The 2017 Global Information Workforce Study (GISWS), based on a survey of 19,641 cyber security professionals in 170 countries, anticipates that the cybersecurity workforce gap will reach 1.8 million by 2022, a 20 percent increase over the same study's forecast made in 2015.
The study, conducted by Frost & Sullivan for (ISC)2's Center for Cyber Safety and Education, also found that 66 percent of respondents said there aren't enough cyber security workers in their organizations to meet the challenges they currently face.
As a result, unemployment among information security professionals is currently at 2 percent globally, and the average information security worker in North America is paid $120,000 per year.
Understanding the Shortage
The leading reasons for the worker shortage, the study found, are that qualified personnel are difficult to find (49 percent), requirements aren't understood by leadership (42 percent), business conditions can't support additional personnel (41 percent), security workers are difficult to retain (31 percent), and there's no clear information security career path (31 percent).
In response, 70 percent of hiring managers worldwide are planning to increase the size of their cyber security staff this year.

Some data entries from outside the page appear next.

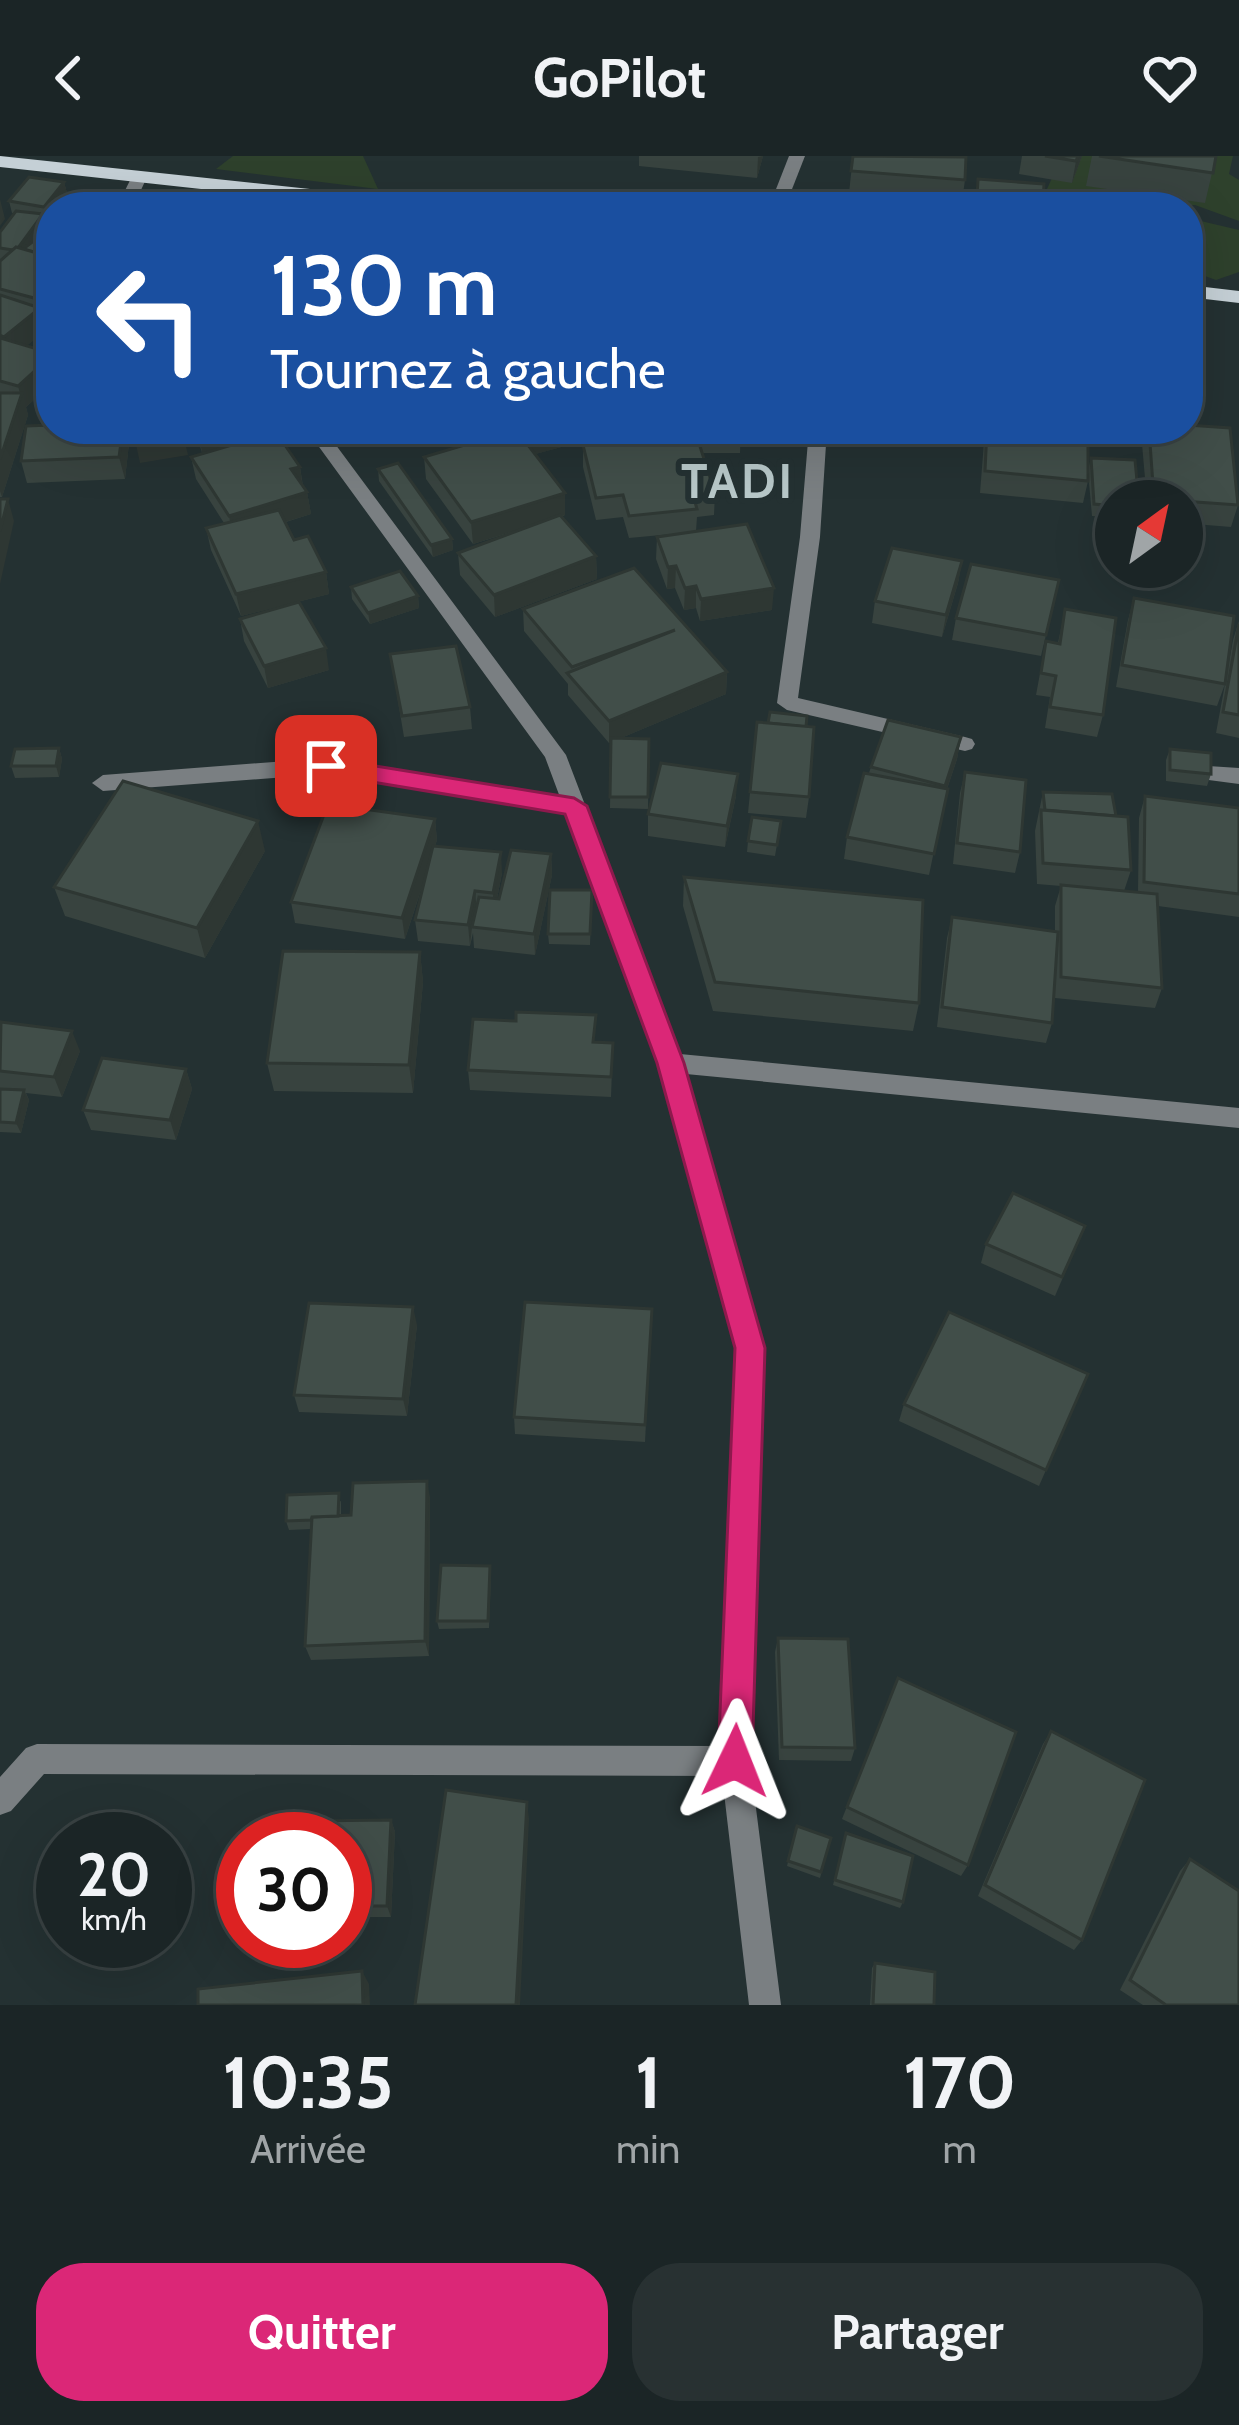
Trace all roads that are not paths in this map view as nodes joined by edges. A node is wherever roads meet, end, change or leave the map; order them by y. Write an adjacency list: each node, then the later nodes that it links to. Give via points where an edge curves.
1 (797, 156): 6 (street)
2 (0, 161): 3 (main road)
3 (140, 175): 4 (street); 5 (main road)
4 (132, 192)
5 (290, 192)
6 (783, 192)
7 (1203, 293): 8 (main road)
8 (1239, 297)
9 (326, 444): 15 (street, via 555,755)
10 (817, 444): 11 (street, via 787,703)
11 (965, 744)
12 (1208, 774): 13 (street)
13 (1239, 776)
14 (103, 783): 15 (street, via 326,766)
15 (574, 806): 16 (street)
16 (671, 1063): 17 (street); 18 (street, via 750,1348)
17 (1239, 1118)
18 (735, 1761): 19 (street, via 37,1760); 20 (street)
19 (0, 1800)
20 (765, 2005)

A third are planning to increase the size of their departments by 15 percent or more, and 20 percent are planning to do so by more than 20 percent
The most sought after positions are in Operations & Security Management, with 62 percent of respondents saying there are too few occupying those positions, followed by Incident & Threat Management and Forensics at 58 percent.
"It is clear, as evidenced by the growing number of professionals who feel that there are too few workers in their field, that traditional recruitment channels are not meeting the demand for cybersecurity workers around the world," the report states. "Hiring managers must therefore begin to explore new recruitment channels and find unconventional strategies and techniques to fill the worker gap."

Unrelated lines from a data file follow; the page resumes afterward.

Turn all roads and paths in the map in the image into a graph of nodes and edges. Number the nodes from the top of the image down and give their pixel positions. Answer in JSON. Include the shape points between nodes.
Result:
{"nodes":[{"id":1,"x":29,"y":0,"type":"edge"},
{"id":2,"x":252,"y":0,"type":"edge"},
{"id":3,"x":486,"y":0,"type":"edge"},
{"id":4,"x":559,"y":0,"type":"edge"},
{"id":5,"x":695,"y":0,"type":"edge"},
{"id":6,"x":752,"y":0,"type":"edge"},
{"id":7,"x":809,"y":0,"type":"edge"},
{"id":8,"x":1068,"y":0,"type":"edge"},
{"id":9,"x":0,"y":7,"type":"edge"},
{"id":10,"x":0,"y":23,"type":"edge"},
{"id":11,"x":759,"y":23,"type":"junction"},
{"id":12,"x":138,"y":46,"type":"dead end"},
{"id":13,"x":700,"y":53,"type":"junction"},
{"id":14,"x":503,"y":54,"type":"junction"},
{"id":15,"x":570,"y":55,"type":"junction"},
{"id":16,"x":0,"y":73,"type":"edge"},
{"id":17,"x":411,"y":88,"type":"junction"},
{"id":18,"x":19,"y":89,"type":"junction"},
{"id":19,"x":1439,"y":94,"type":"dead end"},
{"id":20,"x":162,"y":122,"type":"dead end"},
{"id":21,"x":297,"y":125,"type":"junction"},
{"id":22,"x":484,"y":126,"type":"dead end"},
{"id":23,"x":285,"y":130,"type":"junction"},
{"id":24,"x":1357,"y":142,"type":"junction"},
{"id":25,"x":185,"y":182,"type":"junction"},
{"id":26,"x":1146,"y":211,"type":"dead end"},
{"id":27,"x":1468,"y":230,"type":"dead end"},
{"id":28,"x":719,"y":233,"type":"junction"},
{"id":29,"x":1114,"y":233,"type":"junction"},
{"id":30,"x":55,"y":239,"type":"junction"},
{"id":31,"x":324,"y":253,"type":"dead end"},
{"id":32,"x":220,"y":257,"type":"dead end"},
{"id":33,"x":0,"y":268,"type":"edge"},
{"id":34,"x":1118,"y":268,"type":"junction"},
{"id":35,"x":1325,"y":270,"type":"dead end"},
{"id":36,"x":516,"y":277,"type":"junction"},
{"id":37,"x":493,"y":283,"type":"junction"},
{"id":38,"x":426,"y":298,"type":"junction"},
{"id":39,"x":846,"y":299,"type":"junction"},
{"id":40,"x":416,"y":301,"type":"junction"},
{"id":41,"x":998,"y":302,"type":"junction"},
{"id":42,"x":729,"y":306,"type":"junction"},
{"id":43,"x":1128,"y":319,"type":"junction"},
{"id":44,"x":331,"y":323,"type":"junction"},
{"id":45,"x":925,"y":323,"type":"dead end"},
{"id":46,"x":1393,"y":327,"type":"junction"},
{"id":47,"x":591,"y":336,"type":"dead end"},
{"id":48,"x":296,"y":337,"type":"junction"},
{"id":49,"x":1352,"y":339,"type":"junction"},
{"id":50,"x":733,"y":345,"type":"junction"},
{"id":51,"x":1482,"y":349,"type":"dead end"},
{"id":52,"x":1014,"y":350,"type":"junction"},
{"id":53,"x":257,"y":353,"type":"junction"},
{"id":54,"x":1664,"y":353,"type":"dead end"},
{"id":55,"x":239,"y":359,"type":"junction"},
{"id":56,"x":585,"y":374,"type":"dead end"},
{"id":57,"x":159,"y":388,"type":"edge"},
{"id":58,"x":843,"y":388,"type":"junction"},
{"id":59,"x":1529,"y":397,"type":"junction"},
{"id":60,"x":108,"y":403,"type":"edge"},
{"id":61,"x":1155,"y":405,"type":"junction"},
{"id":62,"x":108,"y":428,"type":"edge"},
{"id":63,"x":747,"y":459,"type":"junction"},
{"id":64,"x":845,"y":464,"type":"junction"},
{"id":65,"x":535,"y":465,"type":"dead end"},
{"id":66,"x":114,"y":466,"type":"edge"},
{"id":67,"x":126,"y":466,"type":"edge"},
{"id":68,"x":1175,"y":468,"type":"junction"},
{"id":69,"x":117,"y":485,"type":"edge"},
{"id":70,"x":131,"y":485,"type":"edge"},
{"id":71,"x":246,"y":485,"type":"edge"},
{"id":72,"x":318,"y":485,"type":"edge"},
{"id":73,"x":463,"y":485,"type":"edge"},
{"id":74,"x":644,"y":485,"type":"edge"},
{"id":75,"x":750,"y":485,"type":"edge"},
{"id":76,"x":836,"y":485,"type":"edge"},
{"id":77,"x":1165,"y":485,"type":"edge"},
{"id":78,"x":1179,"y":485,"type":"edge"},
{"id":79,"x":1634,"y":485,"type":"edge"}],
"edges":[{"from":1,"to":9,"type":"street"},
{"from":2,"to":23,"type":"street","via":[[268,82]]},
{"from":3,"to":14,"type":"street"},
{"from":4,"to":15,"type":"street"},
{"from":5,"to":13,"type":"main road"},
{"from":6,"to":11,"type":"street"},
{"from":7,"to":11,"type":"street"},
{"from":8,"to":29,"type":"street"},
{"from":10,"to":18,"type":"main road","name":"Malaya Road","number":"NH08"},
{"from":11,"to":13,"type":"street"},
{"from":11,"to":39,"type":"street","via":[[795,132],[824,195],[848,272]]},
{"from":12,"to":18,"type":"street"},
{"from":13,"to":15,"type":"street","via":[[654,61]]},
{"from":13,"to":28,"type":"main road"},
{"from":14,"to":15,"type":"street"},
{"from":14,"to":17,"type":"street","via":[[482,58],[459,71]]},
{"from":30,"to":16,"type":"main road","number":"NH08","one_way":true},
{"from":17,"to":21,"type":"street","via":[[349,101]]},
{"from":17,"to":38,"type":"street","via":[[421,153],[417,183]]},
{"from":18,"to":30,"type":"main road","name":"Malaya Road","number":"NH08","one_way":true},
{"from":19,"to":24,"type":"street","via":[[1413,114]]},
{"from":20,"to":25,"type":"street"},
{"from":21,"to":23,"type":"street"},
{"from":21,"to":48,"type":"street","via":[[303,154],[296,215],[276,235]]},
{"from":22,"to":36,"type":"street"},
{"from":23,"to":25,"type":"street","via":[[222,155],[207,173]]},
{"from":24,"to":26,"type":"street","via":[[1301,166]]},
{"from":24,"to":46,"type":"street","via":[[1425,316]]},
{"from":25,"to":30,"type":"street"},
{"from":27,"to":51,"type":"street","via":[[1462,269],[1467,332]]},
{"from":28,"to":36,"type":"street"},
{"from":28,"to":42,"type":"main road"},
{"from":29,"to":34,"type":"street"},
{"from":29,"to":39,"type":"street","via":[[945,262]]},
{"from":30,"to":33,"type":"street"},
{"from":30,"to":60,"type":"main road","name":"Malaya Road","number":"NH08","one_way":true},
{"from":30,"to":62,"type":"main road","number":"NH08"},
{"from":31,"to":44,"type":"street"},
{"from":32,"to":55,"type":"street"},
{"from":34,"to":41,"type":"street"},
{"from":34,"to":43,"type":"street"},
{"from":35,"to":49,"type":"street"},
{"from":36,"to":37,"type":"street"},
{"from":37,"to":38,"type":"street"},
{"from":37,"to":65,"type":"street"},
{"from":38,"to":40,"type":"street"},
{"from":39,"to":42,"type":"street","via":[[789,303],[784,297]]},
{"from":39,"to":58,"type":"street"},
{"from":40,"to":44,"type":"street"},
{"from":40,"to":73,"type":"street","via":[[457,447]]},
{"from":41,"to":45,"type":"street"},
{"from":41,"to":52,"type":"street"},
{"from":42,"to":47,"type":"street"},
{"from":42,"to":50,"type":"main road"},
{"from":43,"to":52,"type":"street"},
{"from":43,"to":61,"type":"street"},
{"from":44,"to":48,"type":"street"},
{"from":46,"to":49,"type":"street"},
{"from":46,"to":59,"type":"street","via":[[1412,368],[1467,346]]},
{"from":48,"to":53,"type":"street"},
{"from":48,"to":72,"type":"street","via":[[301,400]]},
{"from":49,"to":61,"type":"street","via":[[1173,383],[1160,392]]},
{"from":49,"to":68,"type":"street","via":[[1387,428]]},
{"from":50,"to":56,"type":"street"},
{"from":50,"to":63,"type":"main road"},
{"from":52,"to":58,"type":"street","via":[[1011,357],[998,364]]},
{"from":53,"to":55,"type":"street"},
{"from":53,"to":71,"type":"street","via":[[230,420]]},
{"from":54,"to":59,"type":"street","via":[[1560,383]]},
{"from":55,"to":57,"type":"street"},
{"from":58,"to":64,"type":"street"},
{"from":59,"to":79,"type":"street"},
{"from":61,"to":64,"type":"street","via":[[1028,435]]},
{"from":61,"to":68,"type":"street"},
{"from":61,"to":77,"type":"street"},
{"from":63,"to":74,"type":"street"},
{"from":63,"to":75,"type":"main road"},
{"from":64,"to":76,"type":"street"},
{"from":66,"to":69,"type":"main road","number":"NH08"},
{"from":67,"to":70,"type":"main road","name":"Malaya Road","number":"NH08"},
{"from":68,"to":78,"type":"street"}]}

An Expanding Workforce Gap
A separate Cybersecurity Ventures report, sponsored by Herjavec Group, predicts an even greater workforce gap, anticipating that there will be 3.5 million unfilled cyber security positions by 2021.
According to the CyberSeek project, there are currently almost 780,000 people employed in the cyber security workforce in the U.S., and just under 350,000 cyber security job openings.
"Unfortunately, the pipeline of security talent isn't where it needs to be top help curb the cybercrime epidemic," Herjavec Group founder and CEO Robert Herjavec said. "Until we can rectify the quality of education and training that our new cyber experts receive, we will continue to be outpaced by the black hats."
"There is a zero-percent unemployment rates in cyber security, and the opportunities in this field are endless," Herjavec added. "Gone are the days of siloed IT and security teams. All IT professionals need to know security -- full stop."